Gerade dann, wenn große Umbrüche passieren, derzeit soziale und ökologische, suchen Menschen einen moralischen Halt. Die Yoga-Moral ist ein gutes Angebot, denn sie funktioniert auch ohne religiöse oder konfessionelle Dogmatik. Und sie ist ein selbstverständlicher Teil unseres Handwerkszeugs als Lehrende. Nutzen wir sie also. Jedes Engagement, jedes Gespräch, das mehr Klarheit und moralisches Bewusstsein in die Gesellschaft bringt, könnte in diesem Sinne also eine gute Yoga-Übung sein. Natürlich ist auch hier das Thema Überforderung zu beachten, wie wir ja auch auf der Matte achtsam üben sollen.

Und dann kommt Freude auf! So wie eine gelungene Āsana-Praxis sich zunehmend fließender anfühlt, der Körper geschmeidiger wird, so wie es fein ist, wenn sich Atem und Bewegung wie von selbst koordinieren, so kommt auch Freude auf, wenn unsere Aufgaben in der Gesellschaft zunehmend komplexer und anspruchsvoller werden, wenn wir also spürbar mit den Herausforderungen wachsen dürfen. Innen und außen, immer geht es auch um einen guten Umgang mit unserer Energie.

So und nun bin ich endlich dort angekommen – bei Yoga Austria – BYO. Der Verband ist ein gutes Feld, um sich zu engagieren und über die eigenen Aufgaben hinauszuwachsen, um Verantwortung für eine größere Gruppe zu übernehmen. Danke allen, die das bislang gemacht haben, danke jenen, die jetzt weitermachen und danke im Voraus schon allen, die sich vielleicht in den nächsten Jahren dazu entschließen werden.

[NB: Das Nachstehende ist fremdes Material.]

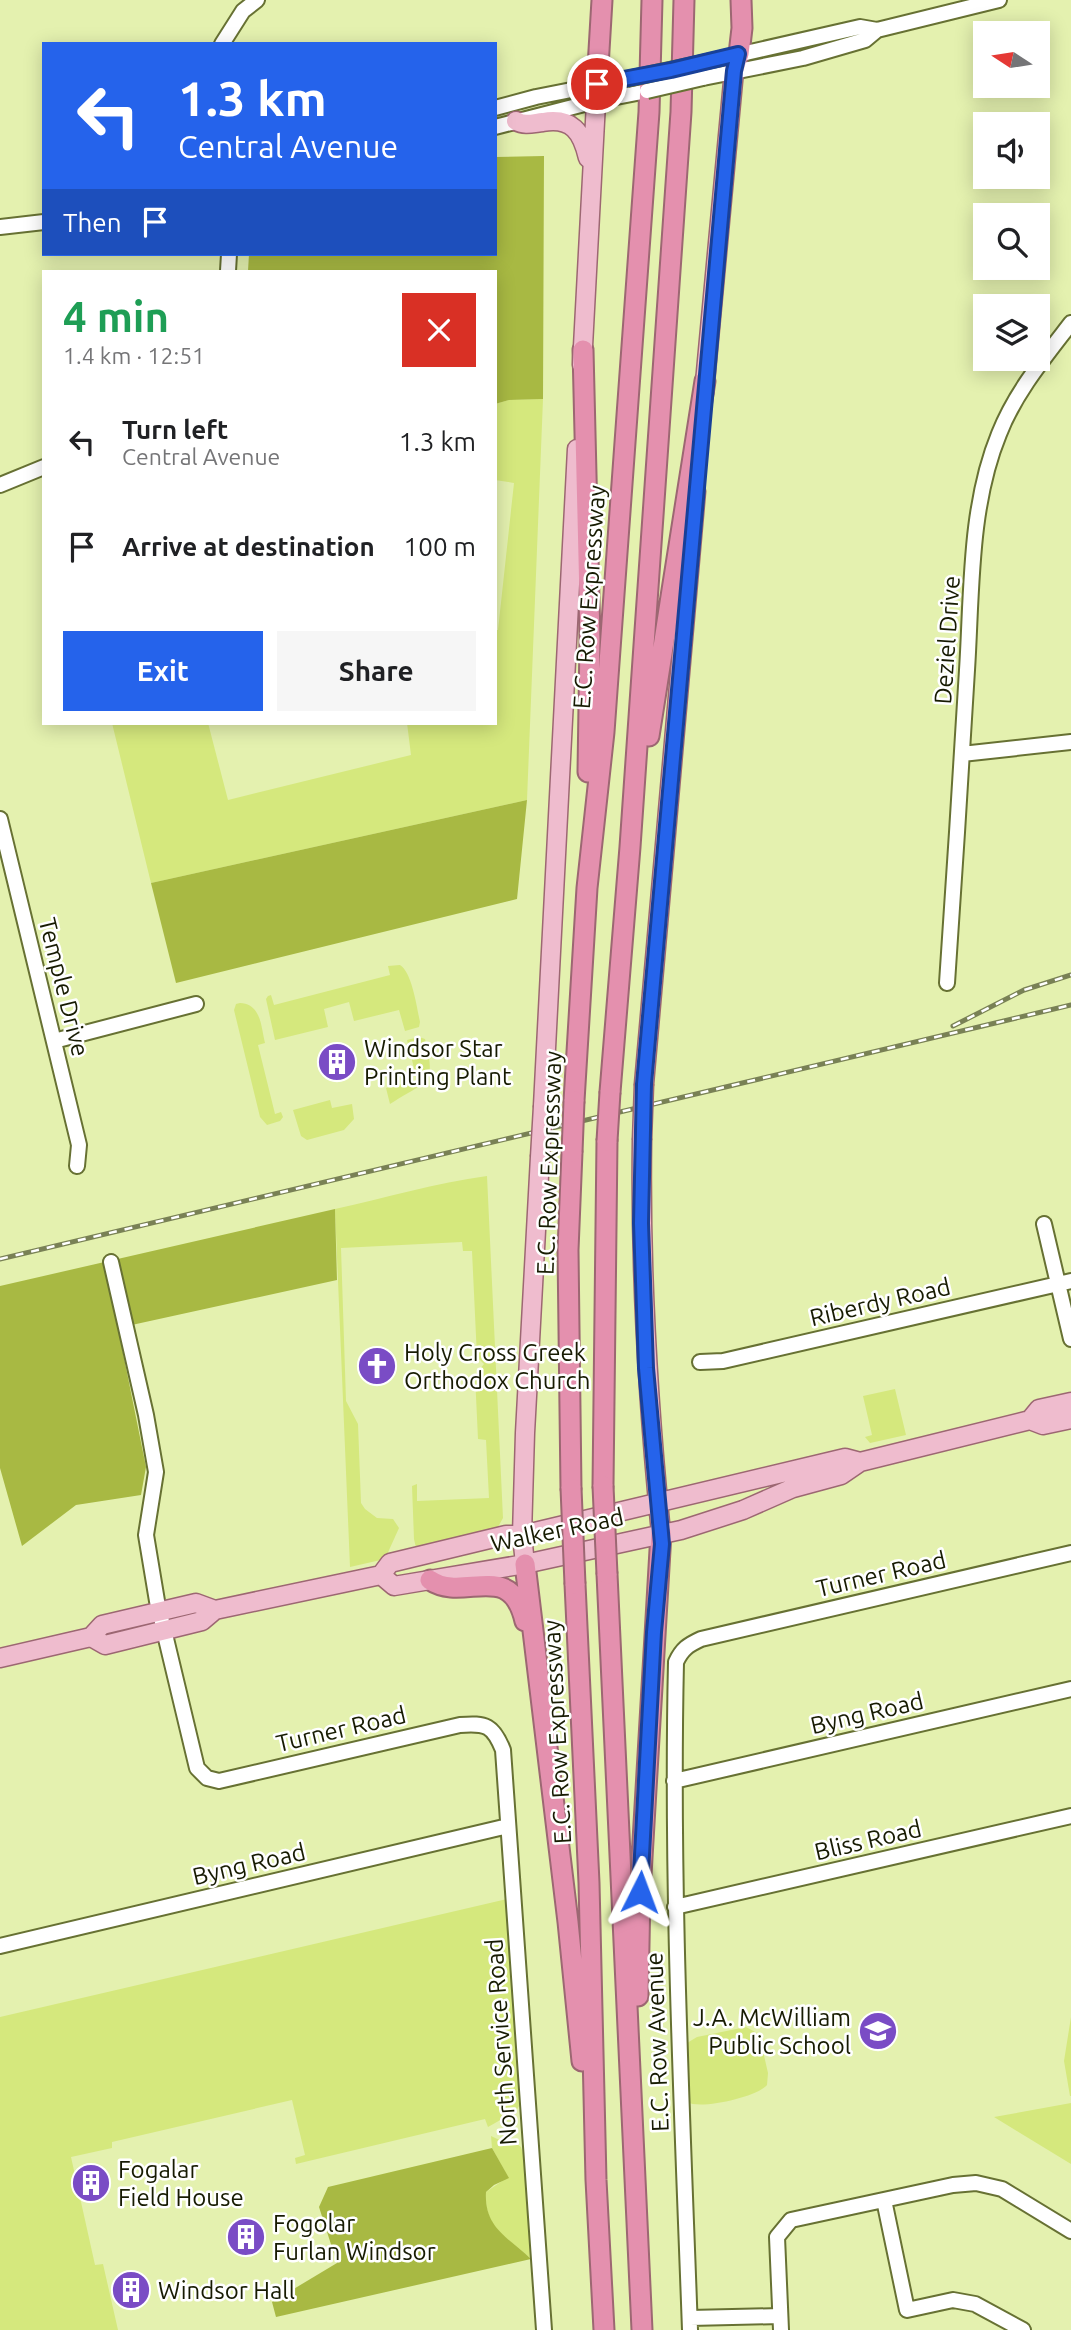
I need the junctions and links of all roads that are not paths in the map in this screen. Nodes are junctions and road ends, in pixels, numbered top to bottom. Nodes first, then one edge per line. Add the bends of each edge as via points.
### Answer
1 (257, 0) edge
2 (602, 0) edge
3 (652, 0) edge
4 (684, 0) edge
5 (741, 0) edge
6 (999, 0) edge
7 (223, 42) edge
8 (736, 62) junction
9 (702, 70) junction
10 (596, 93) junction
11 (497, 108) edge
12 (516, 121) junction
13 (497, 126) edge
14 (591, 190) junction
15 (42, 222) edge
16 (0, 228) edge
17 (1071, 323) edge
18 (583, 350) junction
19 (705, 381) junction
20 (42, 468) edge
21 (0, 485) edge
22 (1071, 743) edge
23 (962, 754) junction
24 (0, 819) edge
25 (630, 847) junction
26 (587, 888) junction
27 (947, 983) dead end
28 (197, 1004) dead end
29 (54, 1041) junction
30 (77, 1166) dead end
31 (1044, 1224) dead end
32 (111, 1262) dead end
33 (1065, 1283) edge
34 (1071, 1339) edge
35 (700, 1362) dead end
36 (1071, 1402) edge
37 (1071, 1419) edge
38 (1030, 1420) junction
39 (860, 1462) junction
40 (658, 1502) junction
41 (661, 1533) junction
42 (522, 1535) junction
43 (1071, 1553) edge
44 (525, 1564) junction
45 (381, 1575) junction
46 (430, 1580) junction
47 (215, 1610) junction
48 (159, 1612) junction
49 (164, 1631) junction
50 (91, 1637) junction
51 (701, 1639) joint
52 (0, 1658) edge
53 (539, 1675) junction
54 (1071, 1689) edge
55 (503, 1750) joint
56 (674, 1781) junction
57 (1071, 1816) edge
58 (508, 1826) junction
59 (675, 1907) junction
60 (0, 1947) edge
61 (633, 2127) junction
62 (596, 2180) junction
63 (884, 2200) junction
64 (1071, 2231) edge
65 (780, 2323) edge
66 (690, 2324) edge
67 (544, 2330) edge
68 (604, 2330) edge
69 (642, 2330) edge
70 (1023, 2330) edge

1 - 7 street
2 - 10 highway
3 - 26 highway, E.C. Row Expressway via 649,112 607,691
4 - 25 highway via 681,113
5 - 8 highway
6 - 8 street via 877,30 860,27
8 - 9 street
8 - 19 main road
9 - 10 street, bridge via 627,79
9 - 10 street, bridge via 627,96
10 - 11 street
10 - 12 street
10 - 14 main road
12 - 13 street
12 - 14 main road via 573,126 584,140
14 - 18 main road
15 - 16 street
17 - 23 street, Deziel Drive via 1009,411 985,478 974,559
18 - 26 highway via 590,640
18 - 42 main road, bridge
19 - 25 highway
19 - 40 main road, bridge via 644,1084 641,1223 646,1368
20 - 21 street
22 - 23 street
23 - 27 street, Deziel Drive
24 - 29 street, Temple Drive
25 - 61 highway, bridge via 607,1141 603,1486
26 - 62 highway, E.C. Row Expressway, bridge via 568,1250 571,1488 589,1883
28 - 29 street
29 - 30 street, Temple Drive via 79,1145
31 - 33 street
32 - 48 street via 156,1472 146,1535
33 - 34 street
33 - 35 street, Riberdy Road via 723,1362
36 - 38 main road, Walker Road via 1039,1409
37 - 38 main road, Walker Road via 1042,1425
38 - 39 main road, Walker Road
39 - 40 main road, Walker Road via 845,1458
39 - 41 main road, Walker Road via 841,1475 793,1488 743,1510
40 - 41 main road
40 - 42 main road, Walker Road
41 - 44 main road, Walker Road
41 - 61 highway via 640,1892
42 - 44 main road
42 - 45 main road, Walker Road via 390,1563
43 - 51 street, Turner Road
44 - 46 main road, Walker Road
44 - 53 highway
45 - 46 main road, Walker Road via 394,1586
45 - 47 main road, Walker Road
46 - 53 highway via 439,1587 491,1585 512,1592 523,1612
47 - 48 main road, Walker Road via 195,1603
47 - 49 main road, Walker Road via 202,1621
48 - 49 street
48 - 50 main road, Walker Road via 102,1625
49 - 50 main road, Walker Road via 105,1645
49 - 55 street, Turner Road via 197,1768 207,1778 219,1782 460,1725 487,1726 497,1734
50 - 52 main road, Walker Road
51 - 56 street, E.C. Row Avenue via 688,1645 677,1662
53 - 62 highway
54 - 56 street, Byng Road
55 - 58 street, North Service Road
56 - 59 street, E.C. Row Avenue
57 - 59 street, Bliss Road
58 - 60 street, Byng Road
58 - 67 street, North Service Road
59 - 66 street, E.C. Row Avenue
61 - 69 highway
62 - 68 highway, E.C. Row Expressway
63 - 64 street via 976,2183 1002,2189
63 - 65 street via 792,2220 777,2236
63 - 70 street via 907,2309 953,2300 975,2304
65 - 66 street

Mir ist es wichtig, dass wir zwei Tatsachen klar haben:
– Yoga Austria – BYO ist ein Verband, also ein Kollektiv von Menschen, die erkannt haben, dass eine Institution die Interessen des Yoga besser vertreten kann als ein einzelner Yogalehrender. Wir stehen auch als Menschheit vor großen Herausforderungen, die wir nicht als Einzelpersonen bewältigen können. Wir brauchen viel Kollektive, die sich mit ihren Anliegen in die Gesellschaft einbringen.
– Der Verband sind wir, die Mitglieder. Yoga Austria – BYO ist kein Ufo, das auf der Wiese landet, worauf sich eine Türe öffnet und wir blicken in ein hell erleuchtetes Büro, die liebe Nora Gresch winkt heraus, wir tragen ihr unsere Wünsche vor und dann düst sie wieder ab. Leider nein! Auch wenn viele Abläufe institutionalisiert sind, der Verband kann nur so intelligent, kreativ, zukunftsorientiert und medienwirksam sein, wie es auch Mitglieder gibt, die sich mit ihren Talenten, ihrem Wissen und auch ihren Kontakten engagieren.

Es ist eine Wahrheit, der wir uns nicht verschließen sollten. Daher gehe ich jetzt nochmals in den Vorstand und versuche, eine jüngere Gruppe von Yogalehrenden zu erreichen, die nächste Generation. Wir brauchen Menschen, die das zutiefst verstehen: erstens, warum Verbandsarbeit wichtig ist, und zweitens, warum es individuelle, zeitlich limitierte, Verantwortungsübernahme braucht. Anliegen, für die Yoga Austria – BYO sich konkret einsetzt, gibt es genug: Verantwortung für den Ruf des Yoga im Westen, für eine Qualität der Aus- und Weiterbildung, für eine Berufsethik, Verantwortung auch dafür, das Berufsbild des Yogalehrenden wenn nötig noch nachzuschärfen, zB im Kontext der Komplementärtherapie.

Ich wünsche Yoga Austria – BYO und allen Mitgliedern alles Gute, möge es gut weitergehen und möge die nachkommende Generation die Begeisterung für das Kollektiv und für die Freude an der Verantwortung weitertragen.